For the first time in nearly a decade, the Federal Reserve raised interest rates in mid-December 2015, signaling a likely rise in loan rates for small businesses, cars, mortgages and credit cards.

The cost of borrowing money is getting more expensive with the nation’s central bank raising its benchmark federal funds rate by 0.25 percent to 0.5 percent. The small hike should eventually trickle down to home mortgage rates, which have been at historic lows for years.

“If you’re on the fence, now’s the time to get off the fence and get moving,” says Sam DeBianchi, founder of DeBianchi Real Estate in South Florida, of the added motivation for potential home buyers.

How home loan rates rise

Fixed, 30-year mortgage rates aren’t directly tied to the Fed’s funds rate, but are tied to 10-year Treasury rates rather than the short-term rates the Fed controls, says Bill Kusman, mortgage president at First Bank. These Treasury rates move on expectations in the market and economic indicators, Kusman says, along with indicators from the Fed.

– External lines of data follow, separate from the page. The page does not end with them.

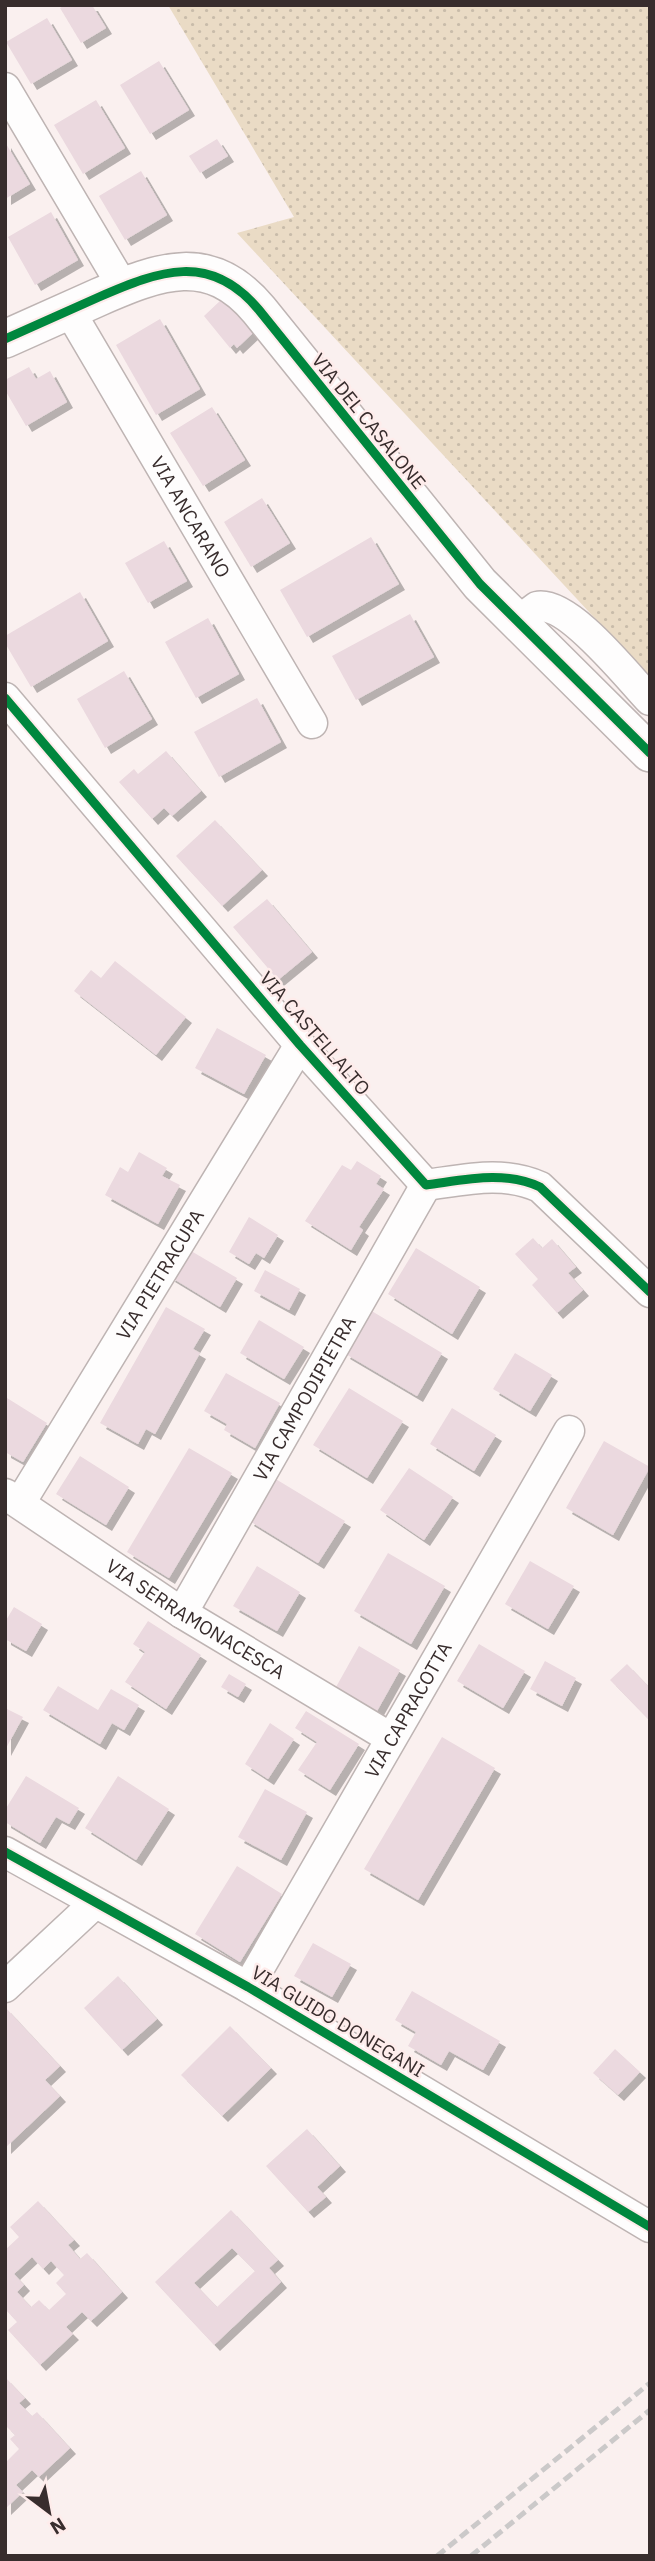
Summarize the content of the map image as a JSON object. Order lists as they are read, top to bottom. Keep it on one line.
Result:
{"streets":{"street":["VIA DEL CASALONE","VIA ANCARANO","VIA CASTELLALTO","VIA PIETRACUPA","VIA CAMPODIPIETRA","VIA SERRAMONACESCA","VIA CAPRACOTTA","VIA GUIDO DONEGANI"]},"crossings":[["VIA DEL CASALONE","VIA ANCARANO"],["VIA CASTELLALTO","VIA PIETRACUPA"],["VIA CASTELLALTO","VIA CAMPODIPIETRA"],["VIA PIETRACUPA","VIA SERRAMONACESCA"],["VIA CAMPODIPIETRA","VIA SERRAMONACESCA"],["VIA SERRAMONACESCA","VIA CAPRACOTTA"],["VIA CAPRACOTTA","VIA GUIDO DONEGANI"]],"north":"bottom right"}
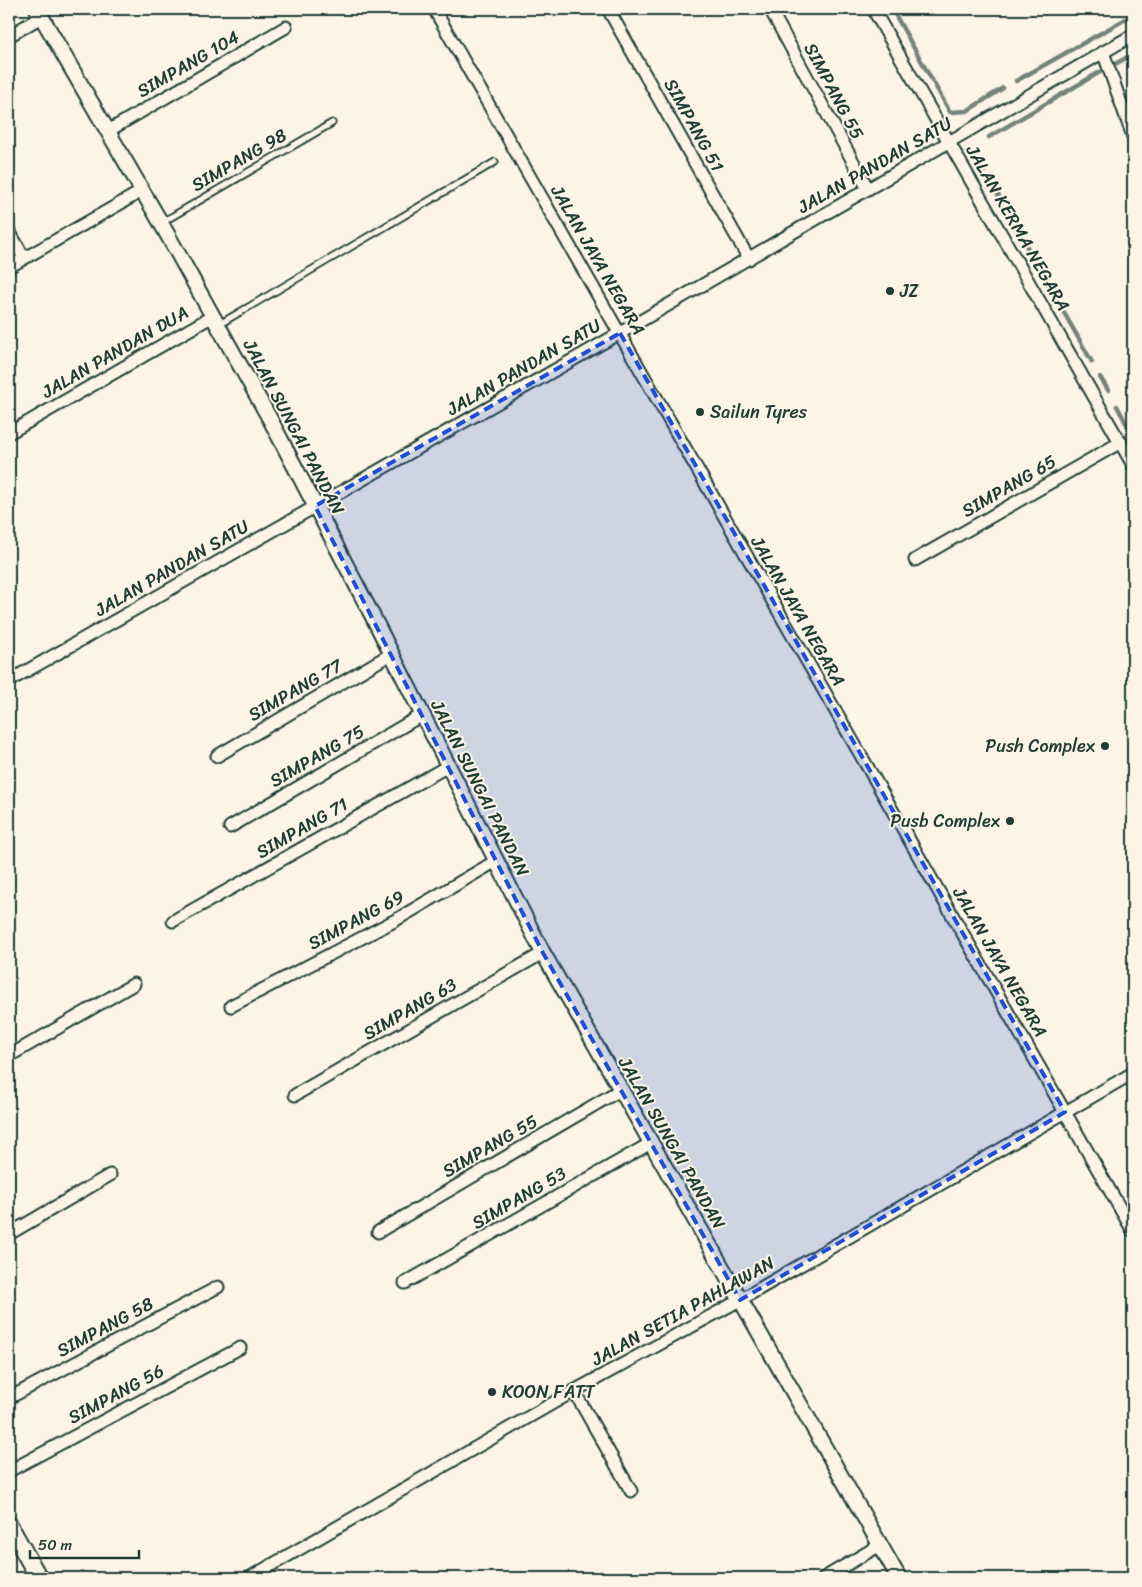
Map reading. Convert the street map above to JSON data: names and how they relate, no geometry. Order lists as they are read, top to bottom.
{
  "streets": {
    "street": [
      "SIMPANG 104",
      "SIMPANG 55",
      "SIMPANG 51",
      "JALAN PANDAN SATU",
      "JALAN KERMA NEGARA",
      "JALAN JAYA NEGARA",
      "JALAN PANDAN DUA",
      "JALAN SUNGAI PANDAN",
      "SIMPANG 65",
      "SIMPANG 77",
      "SIMPANG 75",
      "SIMPANG 71",
      "SIMPANG 69",
      "SIMPANG 63",
      "SIMPANG 53",
      "JALAN SETIA PAHLAWAN",
      "SIMPANG 58",
      "SIMPANG 56"
    ],
    "lane": ["SIMPANG 98"]
  },
  "crossings": [
    ["SIMPANG 104", "JALAN SUNGAI PANDAN"],
    ["SIMPANG 55", "JALAN PANDAN SATU"],
    ["SIMPANG 55", "JALAN SUNGAI PANDAN"],
    ["SIMPANG 51", "JALAN PANDAN SATU"],
    ["SIMPANG 98", "JALAN SUNGAI PANDAN"],
    ["JALAN PANDAN SATU", "JALAN KERMA NEGARA"],
    ["JALAN PANDAN SATU", "JALAN JAYA NEGARA"],
    ["JALAN PANDAN SATU", "JALAN SUNGAI PANDAN"],
    ["JALAN KERMA NEGARA", "SIMPANG 65"],
    ["JALAN JAYA NEGARA", "JALAN SETIA PAHLAWAN"],
    ["JALAN PANDAN DUA", "JALAN SUNGAI PANDAN"],
    ["JALAN SUNGAI PANDAN", "SIMPANG 77"],
    ["JALAN SUNGAI PANDAN", "SIMPANG 75"],
    ["JALAN SUNGAI PANDAN", "SIMPANG 71"],
    ["JALAN SUNGAI PANDAN", "SIMPANG 69"],
    ["JALAN SUNGAI PANDAN", "SIMPANG 63"],
    ["JALAN SUNGAI PANDAN", "SIMPANG 53"],
    ["JALAN SUNGAI PANDAN", "JALAN SETIA PAHLAWAN"]
  ],
  "places": [
    "JZ",
    "Sailun Tyres",
    "Push Complex",
    "Pusb Complex",
    "KOON FATT"
  ],
  "scale_bar": "50 m"
}
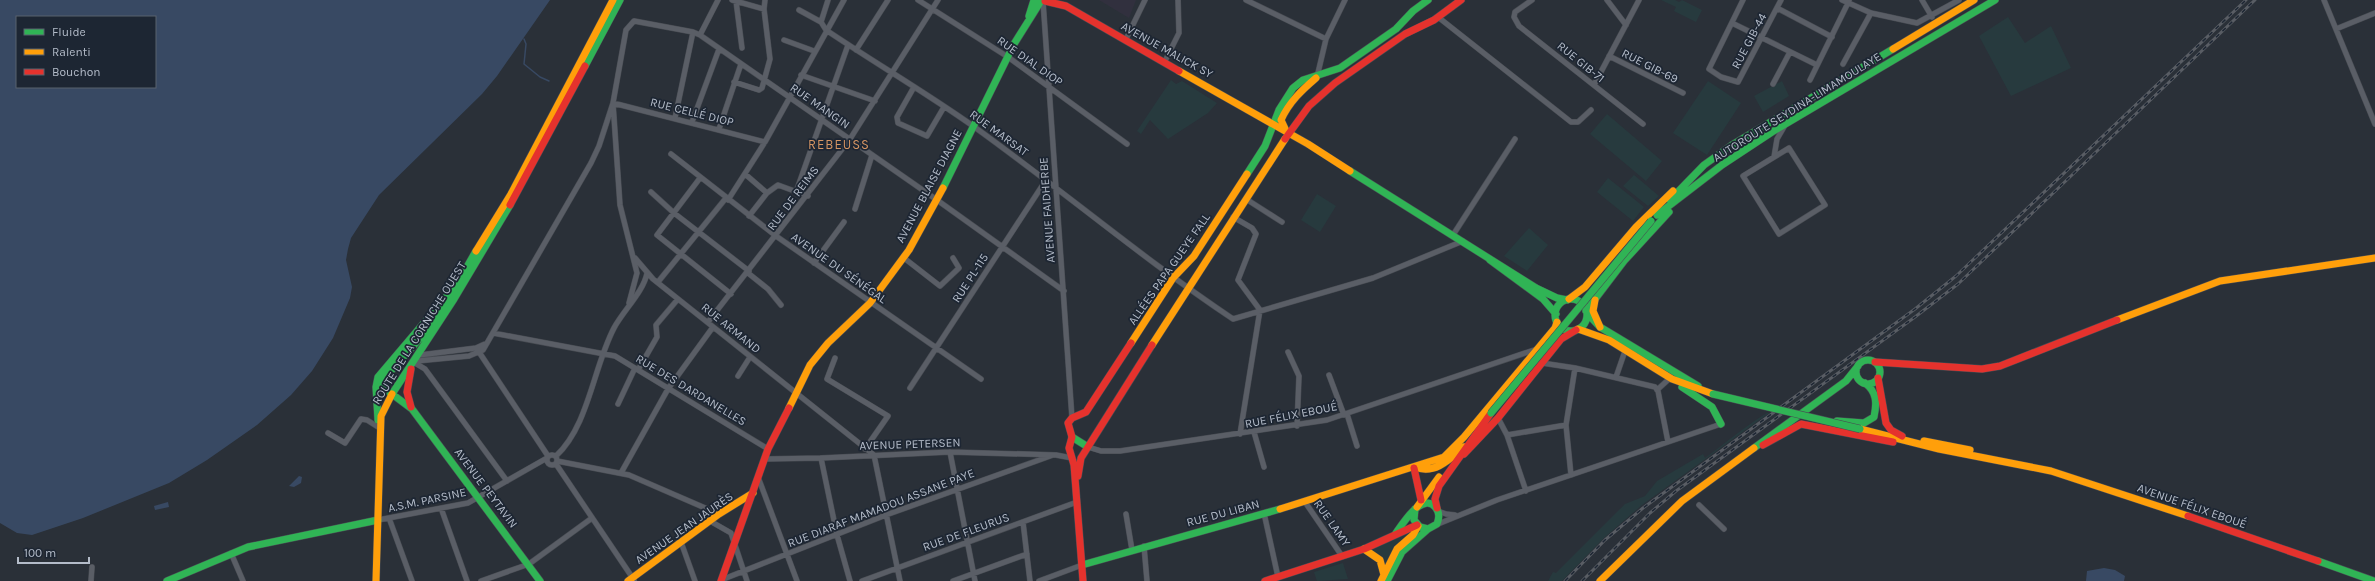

As of early January, or less than 30 days after the Fed’s rate increase, mortgage rates remained flat.. Mortgage rates are expected to rise, but not at a fast rate, Kusman says.

“Just because the Fed moves, it has no direct correlation to what interest rates will be,” Kusman says.

What could make long-term mortgage rates go up more is if the Fed continues increasing interest rates, he says.

A potential bigger impact, he says, is if inflation is muted and unemployment numbers rise, which could cause interest rates to drop.

While other economic indicators affect mortgage interest rates, the rates closely follow Treasury bills, and rising rates should be seen as a good thing, overall, says Dave Gorman, a Bank of America regional sales executive for the Pacific Northwest.

“If rates are going up, you’re generally seeing an economy improving,” Gorman says.

How higher rates affect home loan

A 0.25 percent increase in mortgage rates doesn’t amount to much in dollars and cents. For a $250,000 home loan, such an interest rate increase equates to $35 more per month in mortgage payments, Gorman says.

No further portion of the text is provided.